As a leader, there is more than one way to handle information that was either misunderstood or relayed incorrectly. It can be made worse by reacting in a negative way, calling out the person who shared the misinformation. Instead, it can and should be handled thoughtfully and calmly in a way that brings the truth to light without making the other person feel chastised.
I’d like to share one such instance that happened during the beginning stages of COVID-19. I had been putting out formal video communications to help people deal with and manage their own anxiety in relation to the pandemic. I would first visit with my executive team to outline the key points to share. Then, I would turn that dialogue into a video recording that would be made available to all staff, attached to a short email providing a brief synopsis.
When the summary email was sent, the key message was: CEO Mike Easley strongly suggests wearing masks. I was taken aback, as I knew that was not my suggestion, it was not the determined message with the executive team, nor was it relayed by me in the video.
Often, when something like this happens, our first instinct is to pick up the phone or send an email in frustration, demanding an explanation from the person who misunderstood the information. But that isn’t what I did. Instead, I got the VP of that division on the phone and said, “Hey, did you see the email that came out summarizing the meeting about the use of masks?” They replied that they had. I then asked if they would take a look at the video and compare my message to confirm the accuracy of the info shared. As expected, I was told that it was not accurate and a correction would be sent out.

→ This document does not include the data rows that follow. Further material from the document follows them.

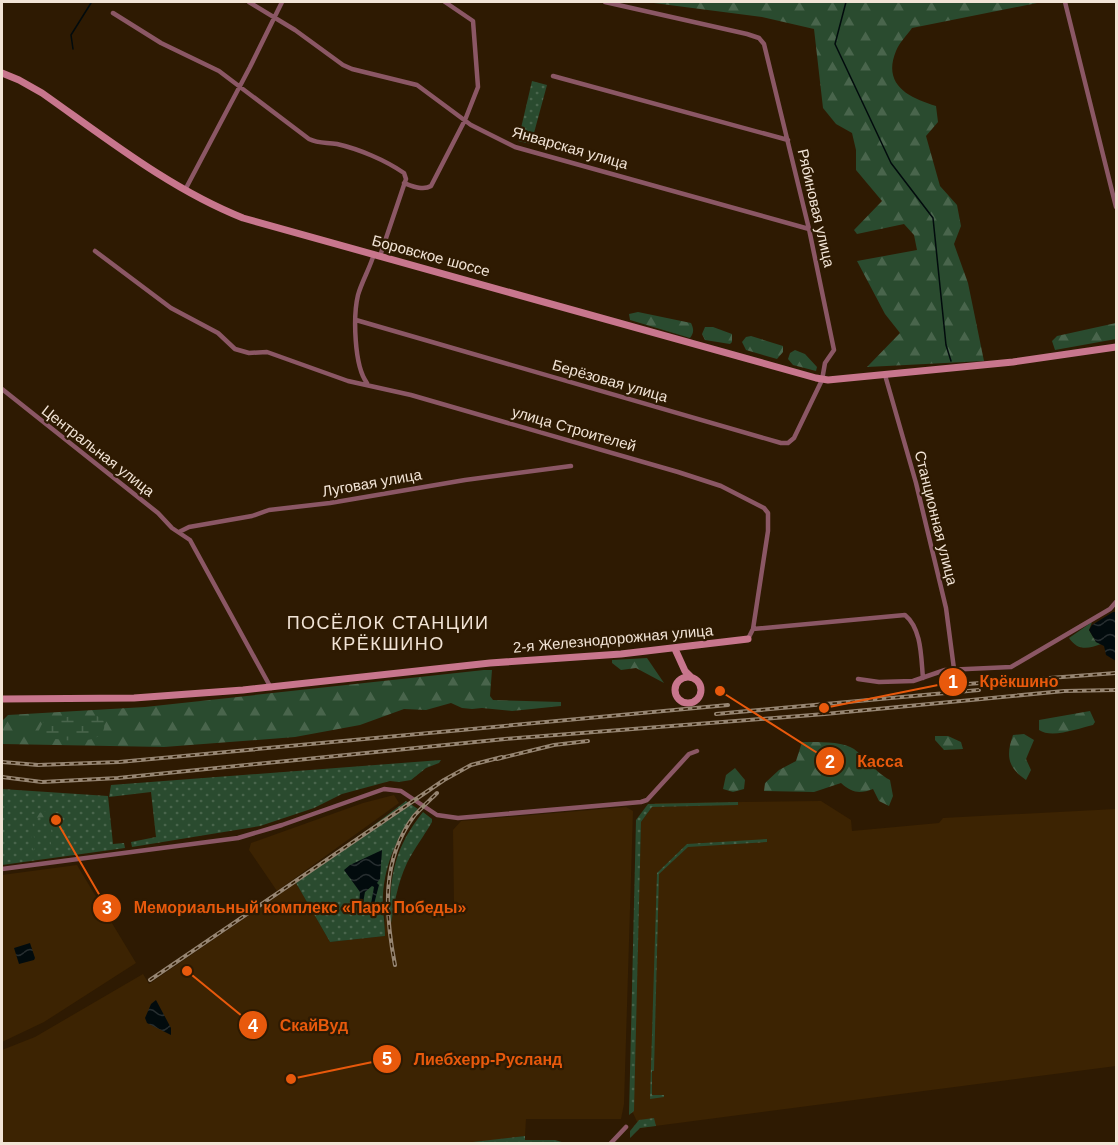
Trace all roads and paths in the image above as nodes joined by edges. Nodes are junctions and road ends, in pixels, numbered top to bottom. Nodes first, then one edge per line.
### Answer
1 (249, 2) edge
2 (282, 2) edge
3 (445, 2) edge
4 (604, 2) edge
5 (1065, 2) edge
6 (113, 13) dead end
7 (274, 17) junction
8 (2, 73) edge
9 (553, 76) dead end
10 (239, 87) junction
11 (465, 120) junction
12 (788, 140) junction
13 (405, 181) junction
14 (185, 190) junction
15 (1116, 207) edge
16 (809, 229) junction
17 (95, 251) dead end
18 (377, 255) junction
19 (356, 320) junction
20 (1116, 347) edge
21 (885, 375) junction
22 (822, 380) junction
23 (367, 383) junction
24 (2, 389) edge
25 (571, 466) dead end
26 (768, 513) joint
27 (178, 532) junction
28 (1116, 602) edge
29 (753, 629) junction
30 (748, 639) joint
31 (675, 649) junction
32 (954, 669) junction
33 (686, 675) dead end
34 (923, 678) junction
35 (858, 679) dead end
36 (271, 688) junction
37 (2, 699) edge
38 (697, 751) dead end
39 (2, 869) edge
40 (626, 1127) dead end
41 (610, 1143) edge

1 - 7 street, Январская улица
2 - 7 street
3 - 11 street
4 - 12 street, Рябиновая улица
5 - 15 street
6 - 10 street
7 - 10 street
7 - 11 street, Январская улица
8 - 14 main road, Боровское шоссе
9 - 12 street
10 - 13 street
10 - 14 street
11 - 13 street
11 - 16 street, Январская улица
12 - 16 street, Рябиновая улица
13 - 18 street
14 - 18 main road, Боровское шоссе
16 - 22 street, Рябиновая улица
17 - 23 street, улица Строителей
18 - 19 street
18 - 22 main road, Боровское шоссе
19 - 22 street, Берёзовая улица
19 - 23 street
20 - 21 main road, Боровское шоссе
21 - 22 main road, Боровское шоссе
21 - 32 street, Станционная улица
23 - 26 street, улица Строителей
24 - 27 street, Центральная улица
25 - 27 street, Луговая улица
26 - 29 street, 2-я Железнодорожная улица
27 - 36 street, Центральная улица
28 - 32 street
29 - 30 street, 2-я Железнодорожная улица
29 - 34 street
30 - 31 main road, 2-я Железнодорожная улица
31 - 33 main road
31 - 36 main road, 2-я Железнодорожная улица
32 - 34 street
34 - 35 street
36 - 37 main road, 2-я Железнодорожная улица
38 - 39 street
40 - 41 street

We all know the tendency to breeze over information quickly and, by doing that, the message often becomes what we want to hear, or the details don’t quite sink in, or people just simply miss them.
In any case, within the next video update, I addressed the mask protocol again saying how I didn’t think I did the best job clarifying the procedure in the earlier video. I then proceeded to reiterate the same thing I shared two weeks earlier, but in a more approachable and clear way, as if it was the first time I was providing the information.
The takeaway from this story – Rather than throwing stones at someone or laying blame, correcting the miscommunication or misinformation gently is the better outcome for everyone.